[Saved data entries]
↓↓↓

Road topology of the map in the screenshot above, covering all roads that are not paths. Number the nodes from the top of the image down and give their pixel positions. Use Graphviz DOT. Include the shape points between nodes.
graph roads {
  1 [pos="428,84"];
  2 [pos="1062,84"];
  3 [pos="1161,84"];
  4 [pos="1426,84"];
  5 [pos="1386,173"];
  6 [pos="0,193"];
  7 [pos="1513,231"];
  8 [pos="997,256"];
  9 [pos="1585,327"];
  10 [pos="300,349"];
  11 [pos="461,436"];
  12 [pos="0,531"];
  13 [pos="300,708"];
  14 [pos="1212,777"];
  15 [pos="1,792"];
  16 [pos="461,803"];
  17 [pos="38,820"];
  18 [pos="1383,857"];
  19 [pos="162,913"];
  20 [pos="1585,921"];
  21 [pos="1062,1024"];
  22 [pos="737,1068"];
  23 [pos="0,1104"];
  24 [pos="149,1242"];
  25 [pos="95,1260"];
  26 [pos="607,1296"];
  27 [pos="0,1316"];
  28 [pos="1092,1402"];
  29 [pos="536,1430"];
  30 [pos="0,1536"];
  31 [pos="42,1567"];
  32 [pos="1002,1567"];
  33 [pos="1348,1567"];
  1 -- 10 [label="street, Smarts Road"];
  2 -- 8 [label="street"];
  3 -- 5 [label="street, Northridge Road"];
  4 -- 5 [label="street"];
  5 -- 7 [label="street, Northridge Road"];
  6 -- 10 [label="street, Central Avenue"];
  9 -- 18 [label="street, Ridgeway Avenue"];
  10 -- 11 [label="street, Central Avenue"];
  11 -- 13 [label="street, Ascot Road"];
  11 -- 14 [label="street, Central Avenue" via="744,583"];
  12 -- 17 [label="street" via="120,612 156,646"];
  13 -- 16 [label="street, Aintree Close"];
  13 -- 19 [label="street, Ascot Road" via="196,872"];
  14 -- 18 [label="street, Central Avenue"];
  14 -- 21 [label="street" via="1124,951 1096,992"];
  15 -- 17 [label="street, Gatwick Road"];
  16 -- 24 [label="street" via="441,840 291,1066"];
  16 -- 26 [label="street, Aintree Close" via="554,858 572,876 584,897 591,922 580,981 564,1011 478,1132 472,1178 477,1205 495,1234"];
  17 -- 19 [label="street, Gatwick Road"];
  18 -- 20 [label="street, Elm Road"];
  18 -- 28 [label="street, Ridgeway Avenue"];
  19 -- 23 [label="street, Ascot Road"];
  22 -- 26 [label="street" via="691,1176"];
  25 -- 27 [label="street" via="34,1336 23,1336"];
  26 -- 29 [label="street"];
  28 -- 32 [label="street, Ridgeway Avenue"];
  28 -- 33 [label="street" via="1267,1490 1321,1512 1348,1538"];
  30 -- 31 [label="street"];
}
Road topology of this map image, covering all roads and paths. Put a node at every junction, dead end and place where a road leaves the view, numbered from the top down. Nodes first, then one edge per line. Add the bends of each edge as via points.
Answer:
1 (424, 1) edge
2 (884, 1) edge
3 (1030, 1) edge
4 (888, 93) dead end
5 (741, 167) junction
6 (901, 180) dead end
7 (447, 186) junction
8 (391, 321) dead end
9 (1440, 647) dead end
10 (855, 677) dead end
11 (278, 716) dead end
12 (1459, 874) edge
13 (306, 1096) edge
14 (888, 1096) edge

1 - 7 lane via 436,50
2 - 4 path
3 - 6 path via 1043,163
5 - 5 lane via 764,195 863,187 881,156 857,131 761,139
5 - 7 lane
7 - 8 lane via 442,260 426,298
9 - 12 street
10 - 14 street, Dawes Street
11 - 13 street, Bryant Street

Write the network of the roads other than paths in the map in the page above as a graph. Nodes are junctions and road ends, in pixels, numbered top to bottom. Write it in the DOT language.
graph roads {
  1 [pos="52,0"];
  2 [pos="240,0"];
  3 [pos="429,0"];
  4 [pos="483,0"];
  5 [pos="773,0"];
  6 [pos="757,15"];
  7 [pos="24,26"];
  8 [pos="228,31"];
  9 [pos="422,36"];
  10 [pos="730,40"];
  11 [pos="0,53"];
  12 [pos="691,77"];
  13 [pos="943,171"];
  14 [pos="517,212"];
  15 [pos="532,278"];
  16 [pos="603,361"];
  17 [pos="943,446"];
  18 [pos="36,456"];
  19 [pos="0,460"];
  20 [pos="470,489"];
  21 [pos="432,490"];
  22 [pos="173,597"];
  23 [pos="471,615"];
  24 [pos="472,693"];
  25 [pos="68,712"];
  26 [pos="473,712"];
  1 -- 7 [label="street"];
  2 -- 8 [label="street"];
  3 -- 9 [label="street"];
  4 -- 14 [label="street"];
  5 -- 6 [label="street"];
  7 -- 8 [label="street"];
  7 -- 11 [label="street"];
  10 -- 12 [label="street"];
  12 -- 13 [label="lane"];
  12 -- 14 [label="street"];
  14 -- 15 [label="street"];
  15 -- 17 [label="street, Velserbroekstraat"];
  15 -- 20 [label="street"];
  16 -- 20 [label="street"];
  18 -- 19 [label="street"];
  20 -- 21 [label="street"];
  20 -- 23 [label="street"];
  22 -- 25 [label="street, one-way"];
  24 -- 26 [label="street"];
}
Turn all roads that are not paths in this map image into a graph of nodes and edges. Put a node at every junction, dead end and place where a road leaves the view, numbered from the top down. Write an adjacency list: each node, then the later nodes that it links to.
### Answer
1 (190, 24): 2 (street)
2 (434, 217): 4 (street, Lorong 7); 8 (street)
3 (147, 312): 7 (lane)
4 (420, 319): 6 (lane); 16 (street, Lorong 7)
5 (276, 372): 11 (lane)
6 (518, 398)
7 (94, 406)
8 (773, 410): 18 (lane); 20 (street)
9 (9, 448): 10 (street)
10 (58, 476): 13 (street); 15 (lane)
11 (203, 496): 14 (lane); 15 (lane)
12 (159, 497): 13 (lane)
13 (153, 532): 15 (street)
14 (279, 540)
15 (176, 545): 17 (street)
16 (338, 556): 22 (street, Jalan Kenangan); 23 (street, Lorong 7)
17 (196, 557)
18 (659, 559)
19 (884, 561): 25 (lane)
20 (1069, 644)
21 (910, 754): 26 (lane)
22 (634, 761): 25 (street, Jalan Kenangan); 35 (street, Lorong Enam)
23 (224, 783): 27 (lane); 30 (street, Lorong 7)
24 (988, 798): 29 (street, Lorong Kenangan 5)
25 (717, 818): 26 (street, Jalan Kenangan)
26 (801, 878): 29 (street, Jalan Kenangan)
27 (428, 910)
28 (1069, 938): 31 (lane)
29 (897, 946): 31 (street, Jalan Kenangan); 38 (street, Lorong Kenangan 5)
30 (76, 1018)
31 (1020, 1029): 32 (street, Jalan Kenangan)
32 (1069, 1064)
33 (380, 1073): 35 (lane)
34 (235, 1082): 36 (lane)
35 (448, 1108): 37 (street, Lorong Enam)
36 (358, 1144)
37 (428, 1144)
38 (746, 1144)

↑↑↑

_GOAL OF THE EXERCISE_
Each record above must be given again exactly as written.

_ANSWER AREA_
Road topology of the map in the screenshot above, covering all roads that are not paths. Number the nodes from the top of the image down and give their pixel positions. Use Graphviz DOT. Include the shape points between nodes.
graph roads {
  1 [pos="428,84"];
  2 [pos="1062,84"];
  3 [pos="1161,84"];
  4 [pos="1426,84"];
  5 [pos="1386,173"];
  6 [pos="0,193"];
  7 [pos="1513,231"];
  8 [pos="997,256"];
  9 [pos="1585,327"];
  10 [pos="300,349"];
  11 [pos="461,436"];
  12 [pos="0,531"];
  13 [pos="300,708"];
  14 [pos="1212,777"];
  15 [pos="1,792"];
  16 [pos="461,803"];
  17 [pos="38,820"];
  18 [pos="1383,857"];
  19 [pos="162,913"];
  20 [pos="1585,921"];
  21 [pos="1062,1024"];
  22 [pos="737,1068"];
  23 [pos="0,1104"];
  24 [pos="149,1242"];
  25 [pos="95,1260"];
  26 [pos="607,1296"];
  27 [pos="0,1316"];
  28 [pos="1092,1402"];
  29 [pos="536,1430"];
  30 [pos="0,1536"];
  31 [pos="42,1567"];
  32 [pos="1002,1567"];
  33 [pos="1348,1567"];
  1 -- 10 [label="street, Smarts Road"];
  2 -- 8 [label="street"];
  3 -- 5 [label="street, Northridge Road"];
  4 -- 5 [label="street"];
  5 -- 7 [label="street, Northridge Road"];
  6 -- 10 [label="street, Central Avenue"];
  9 -- 18 [label="street, Ridgeway Avenue"];
  10 -- 11 [label="street, Central Avenue"];
  11 -- 13 [label="street, Ascot Road"];
  11 -- 14 [label="street, Central Avenue" via="744,583"];
  12 -- 17 [label="street" via="120,612 156,646"];
  13 -- 16 [label="street, Aintree Close"];
  13 -- 19 [label="street, Ascot Road" via="196,872"];
  14 -- 18 [label="street, Central Avenue"];
  14 -- 21 [label="street" via="1124,951 1096,992"];
  15 -- 17 [label="street, Gatwick Road"];
  16 -- 24 [label="street" via="441,840 291,1066"];
  16 -- 26 [label="street, Aintree Close" via="554,858 572,876 584,897 591,922 580,981 564,1011 478,1132 472,1178 477,1205 495,1234"];
  17 -- 19 [label="street, Gatwick Road"];
  18 -- 20 [label="street, Elm Road"];
  18 -- 28 [label="street, Ridgeway Avenue"];
  19 -- 23 [label="street, Ascot Road"];
  22 -- 26 [label="street" via="691,1176"];
  25 -- 27 [label="street" via="34,1336 23,1336"];
  26 -- 29 [label="street"];
  28 -- 32 [label="street, Ridgeway Avenue"];
  28 -- 33 [label="street" via="1267,1490 1321,1512 1348,1538"];
  30 -- 31 [label="street"];
}
Road topology of this map image, covering all roads and paths. Put a node at every junction, dead end and place where a road leaves the view, numbered from the top down. Nodes first, then one edge per line. Add the bends of each edge as via points.
Answer:
1 (424, 1) edge
2 (884, 1) edge
3 (1030, 1) edge
4 (888, 93) dead end
5 (741, 167) junction
6 (901, 180) dead end
7 (447, 186) junction
8 (391, 321) dead end
9 (1440, 647) dead end
10 (855, 677) dead end
11 (278, 716) dead end
12 (1459, 874) edge
13 (306, 1096) edge
14 (888, 1096) edge

1 - 7 lane via 436,50
2 - 4 path
3 - 6 path via 1043,163
5 - 5 lane via 764,195 863,187 881,156 857,131 761,139
5 - 7 lane
7 - 8 lane via 442,260 426,298
9 - 12 street
10 - 14 street, Dawes Street
11 - 13 street, Bryant Street

Write the network of the roads other than paths in the map in the page above as a graph. Nodes are junctions and road ends, in pixels, numbered top to bottom. Write it in the DOT language.
graph roads {
  1 [pos="52,0"];
  2 [pos="240,0"];
  3 [pos="429,0"];
  4 [pos="483,0"];
  5 [pos="773,0"];
  6 [pos="757,15"];
  7 [pos="24,26"];
  8 [pos="228,31"];
  9 [pos="422,36"];
  10 [pos="730,40"];
  11 [pos="0,53"];
  12 [pos="691,77"];
  13 [pos="943,171"];
  14 [pos="517,212"];
  15 [pos="532,278"];
  16 [pos="603,361"];
  17 [pos="943,446"];
  18 [pos="36,456"];
  19 [pos="0,460"];
  20 [pos="470,489"];
  21 [pos="432,490"];
  22 [pos="173,597"];
  23 [pos="471,615"];
  24 [pos="472,693"];
  25 [pos="68,712"];
  26 [pos="473,712"];
  1 -- 7 [label="street"];
  2 -- 8 [label="street"];
  3 -- 9 [label="street"];
  4 -- 14 [label="street"];
  5 -- 6 [label="street"];
  7 -- 8 [label="street"];
  7 -- 11 [label="street"];
  10 -- 12 [label="street"];
  12 -- 13 [label="lane"];
  12 -- 14 [label="street"];
  14 -- 15 [label="street"];
  15 -- 17 [label="street, Velserbroekstraat"];
  15 -- 20 [label="street"];
  16 -- 20 [label="street"];
  18 -- 19 [label="street"];
  20 -- 21 [label="street"];
  20 -- 23 [label="street"];
  22 -- 25 [label="street, one-way"];
  24 -- 26 [label="street"];
}
Turn all roads that are not paths in this map image into a graph of nodes and edges. Put a node at every junction, dead end and place where a road leaves the view, numbered from the top down. Write an adjacency list: each node, then the later nodes that it links to.
### Answer
1 (190, 24): 2 (street)
2 (434, 217): 4 (street, Lorong 7); 8 (street)
3 (147, 312): 7 (lane)
4 (420, 319): 6 (lane); 16 (street, Lorong 7)
5 (276, 372): 11 (lane)
6 (518, 398)
7 (94, 406)
8 (773, 410): 18 (lane); 20 (street)
9 (9, 448): 10 (street)
10 (58, 476): 13 (street); 15 (lane)
11 (203, 496): 14 (lane); 15 (lane)
12 (159, 497): 13 (lane)
13 (153, 532): 15 (street)
14 (279, 540)
15 (176, 545): 17 (street)
16 (338, 556): 22 (street, Jalan Kenangan); 23 (street, Lorong 7)
17 (196, 557)
18 (659, 559)
19 (884, 561): 25 (lane)
20 (1069, 644)
21 (910, 754): 26 (lane)
22 (634, 761): 25 (street, Jalan Kenangan); 35 (street, Lorong Enam)
23 (224, 783): 27 (lane); 30 (street, Lorong 7)
24 (988, 798): 29 (street, Lorong Kenangan 5)
25 (717, 818): 26 (street, Jalan Kenangan)
26 (801, 878): 29 (street, Jalan Kenangan)
27 (428, 910)
28 (1069, 938): 31 (lane)
29 (897, 946): 31 (street, Jalan Kenangan); 38 (street, Lorong Kenangan 5)
30 (76, 1018)
31 (1020, 1029): 32 (street, Jalan Kenangan)
32 (1069, 1064)
33 (380, 1073): 35 (lane)
34 (235, 1082): 36 (lane)
35 (448, 1108): 37 (street, Lorong Enam)
36 (358, 1144)
37 (428, 1144)
38 (746, 1144)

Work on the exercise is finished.